Pick up two numbers from an array so that the sum is a constant

Question

I came across an algorithm problem. Suppose I receive a credit and would like to but two items from a local store. I would like to buy two items that add up to the entire value of the credit. The input data has three lines.

The first line is the credit, the second line is the total amount of the items and the third line lists all the item price.

Sample data 1:

200
7
150 24 79 50 88 345 3

Which means I have $200 to buy two items, there are 7 items. I should buy item 1 and item 4 as 200=150+50

Sample data 2:

8
8
2 1 9 4 4 56 90 3

Which indicates that I have $8 to pick two items from total 8 articles. The answer is item 4 and item 5 because 8=4+4

My thought is first to create the array of course, then pick up any item say item x. Creating another array say "remain" which removes x from the original array.

Subtract the price of x from the credit to get the remnant and check whether the "remain" contains remnant.

Here is my code in C#.

        // Read lines from input file and create array price
        foreach (string s in price)
        {
            int x = Int32.Parse(s);
            string y = (credit - x).ToString();

            index1 = Array.IndexOf(price, s) ;
            index2 = Array.IndexOf(price, y) ;
            remain = price.ToList();
            remain.RemoveAt(index1);//remove an element
            if (remain.Contains(y))
            {
                break;
            }
        }
        // return something....

My two questions:

1. How is the complexity? I think it is O(n2).
2. Any improvement to the algorithm? When I use sample 2, I have trouble to get correct indices. Because there two "4" in the array, it always returns the first index since IndexOf(String) reports the zero-based index of the first occurrence of the specified string in this instance.

Answer 1

I know I am posting this is a year and a half later, but I just happened to come across this problem and wanted to add input.
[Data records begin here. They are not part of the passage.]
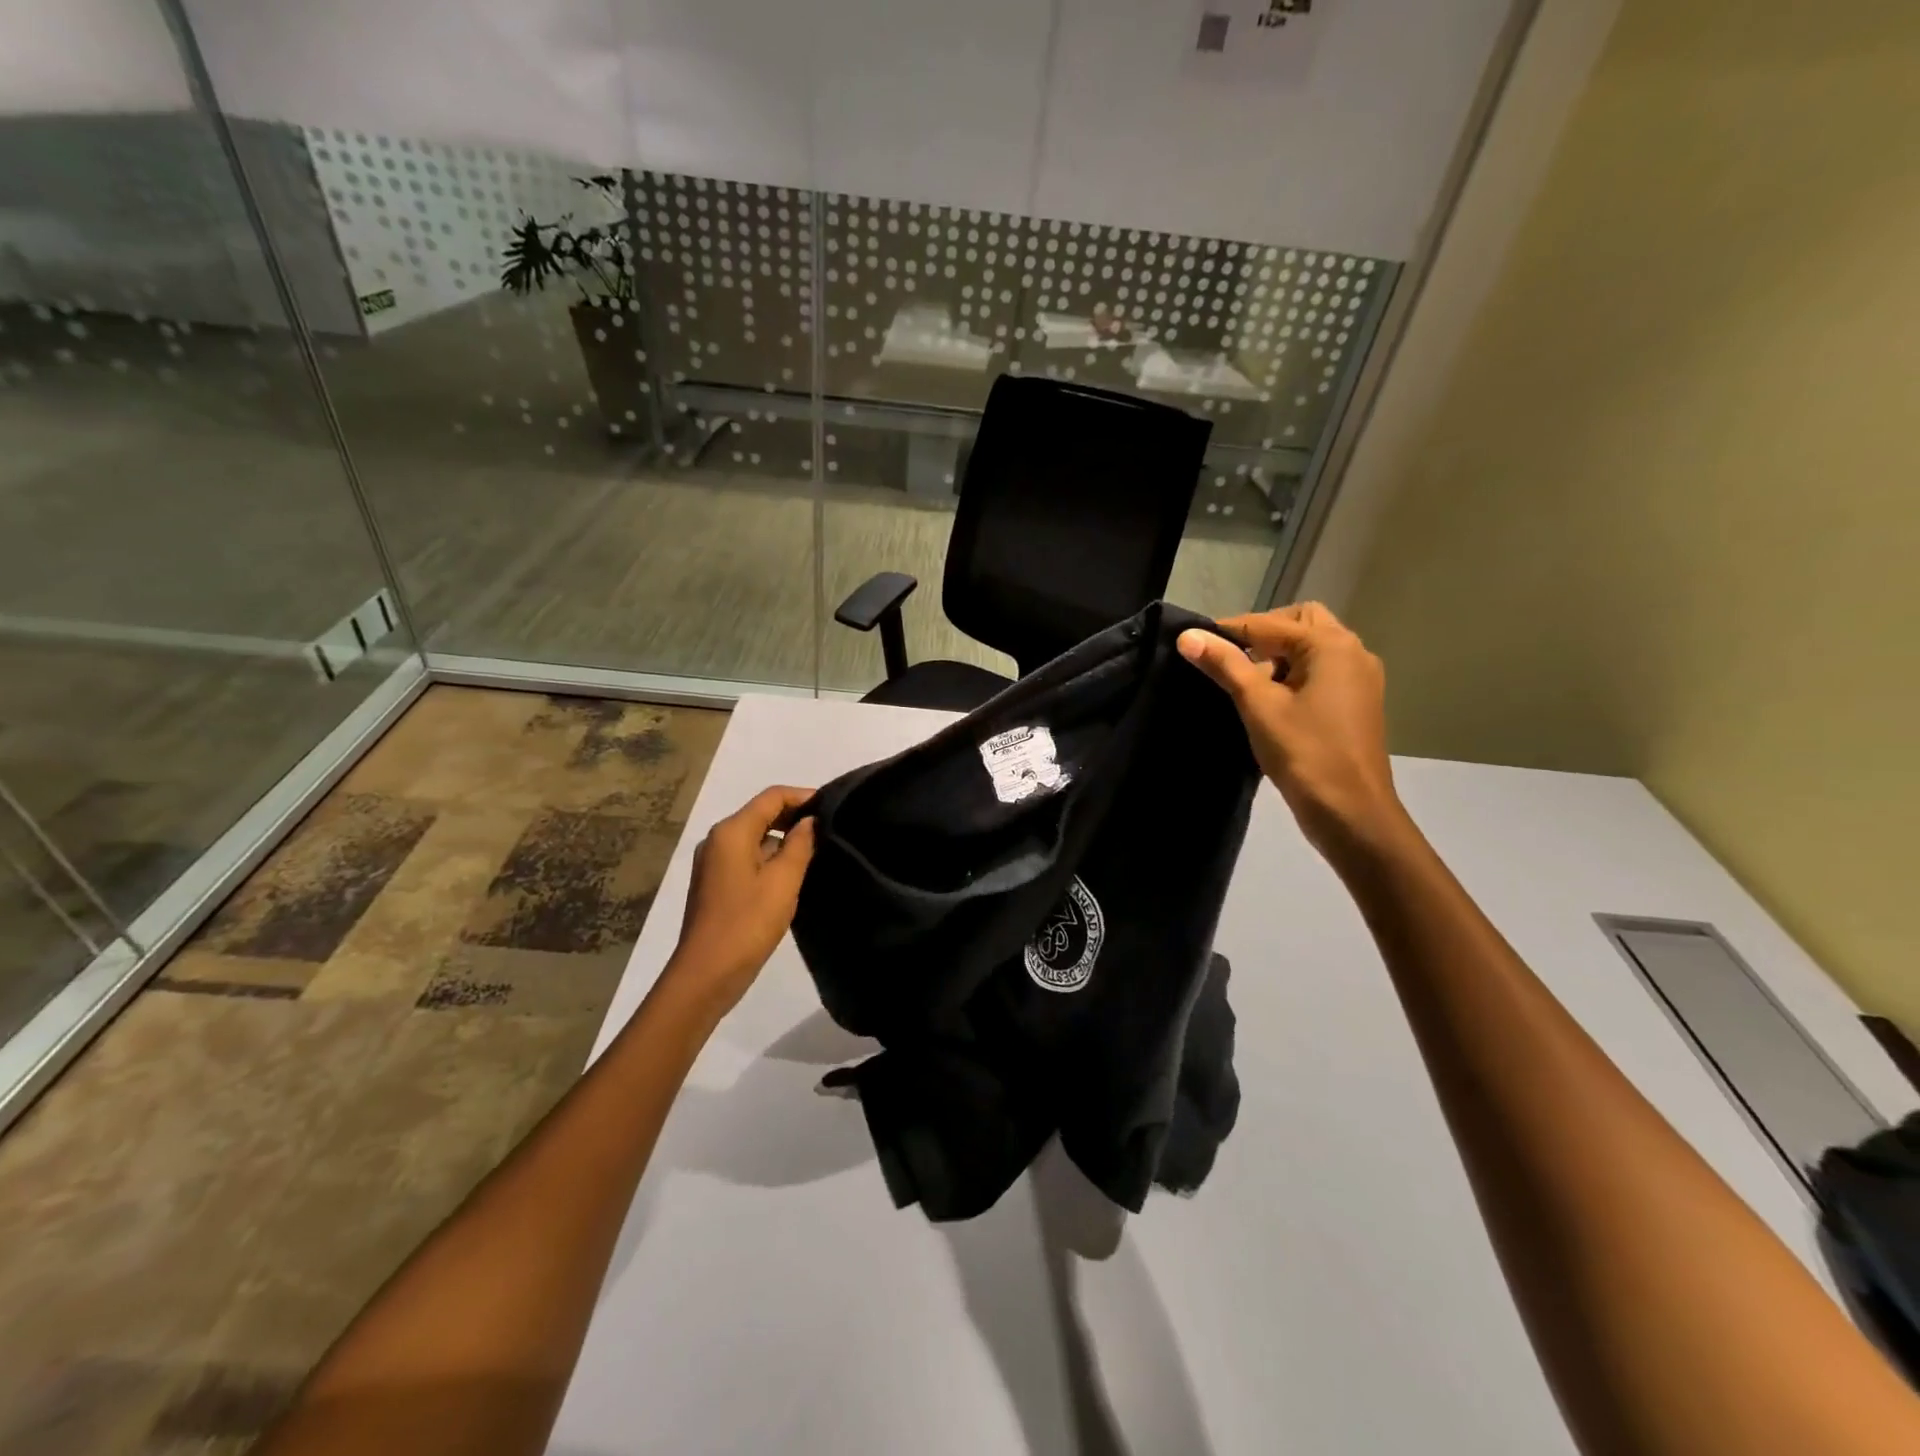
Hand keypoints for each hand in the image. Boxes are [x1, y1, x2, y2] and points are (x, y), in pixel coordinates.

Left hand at [664, 785, 817, 1017]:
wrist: (706, 975)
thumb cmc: (748, 923)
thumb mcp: (783, 881)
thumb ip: (800, 845)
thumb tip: (809, 822)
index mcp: (731, 832)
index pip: (772, 797)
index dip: (803, 796)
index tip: (833, 806)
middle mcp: (718, 840)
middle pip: (761, 814)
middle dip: (794, 817)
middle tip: (829, 829)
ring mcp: (713, 863)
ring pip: (755, 837)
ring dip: (784, 840)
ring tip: (817, 851)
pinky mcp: (716, 884)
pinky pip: (747, 857)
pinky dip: (770, 858)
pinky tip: (793, 874)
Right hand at [1178, 603, 1407, 860]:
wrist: (1351, 812)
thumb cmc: (1304, 753)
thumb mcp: (1257, 704)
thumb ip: (1224, 665)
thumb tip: (1187, 635)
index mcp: (1331, 646)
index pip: (1270, 623)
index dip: (1229, 630)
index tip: (1195, 642)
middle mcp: (1353, 652)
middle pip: (1301, 624)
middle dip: (1262, 634)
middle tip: (1229, 658)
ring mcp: (1360, 679)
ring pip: (1312, 649)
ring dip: (1278, 655)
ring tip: (1245, 682)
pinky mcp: (1357, 703)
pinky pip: (1321, 672)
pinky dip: (1294, 674)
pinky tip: (1270, 701)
If there exists a solution, then you know that both values in the solution must both be less than the target sum.

1. Perform a binary search in the array of values, searching for the target sum (which may or may not be there).

2. The binary search will end with either finding the sum, or the closest value less than sum. That is your starting high value while searching through the array using the previously mentioned solutions. Any value above your new starting high value cannot be in the solution, as it is more than the target value.

   3. At this point, you have eliminated a chunk of data in log(n) time, that would otherwise be eliminated in O(n) time.

Again, this is an optimization that may only be worth implementing if the data set calls for it.

Answer 2

Here is an algorithm in O(N) time complexity and O(N) space : -

1. Put all numbers in hash table.
2. for each number Arr[i] find Sum - Arr[i] in hash table in O(1)
3. If found then (Arr[i],Sum-Arr[i]) are your pair that add up to Sum

Note:- Only failing case can be when Arr[i] = Sum/2 then you can get false positive but you can always check if there are two Sum/2 in the array in O(N)

Answer 3

Create a HashSet<int> of the prices. Then go through it sequentially.Something like:

HashSet<int> items = new HashSet<int>(itemsList);

int price1 = -1;
int price2 = -1;
foreach (int price in items)
{
    int otherPrice = 200 - price;
    if (items.Contains(otherPrice))
    {
        // found a match.
        price1 = price;
        price2 = otherPrice;
        break;
    }
}
if (price2 != -1)
{
    // found a match.
    // price1 and price2 contain the values that add up to your target.
    // now remove the items from the HashSet
    items.Remove(price1);
    items.Remove(price2);
}

This is O(n) to create the HashSet. Because lookups in the HashSet are O(1), the foreach loop is O(n).

Answer 4

This problem is called 2-sum. See., for example, http://coderevisited.com/2-sum-problem/

Answer 5

You can simply sort the array in O(nlogn) time. Then for each element A[i] conduct a binary search for S-A[i] again in O(nlogn) time.

EDIT: As pointed out by Heuster, you can solve the 2-SUM problem on the sorted array in linear time by using two pointers (one from the beginning and other from the end).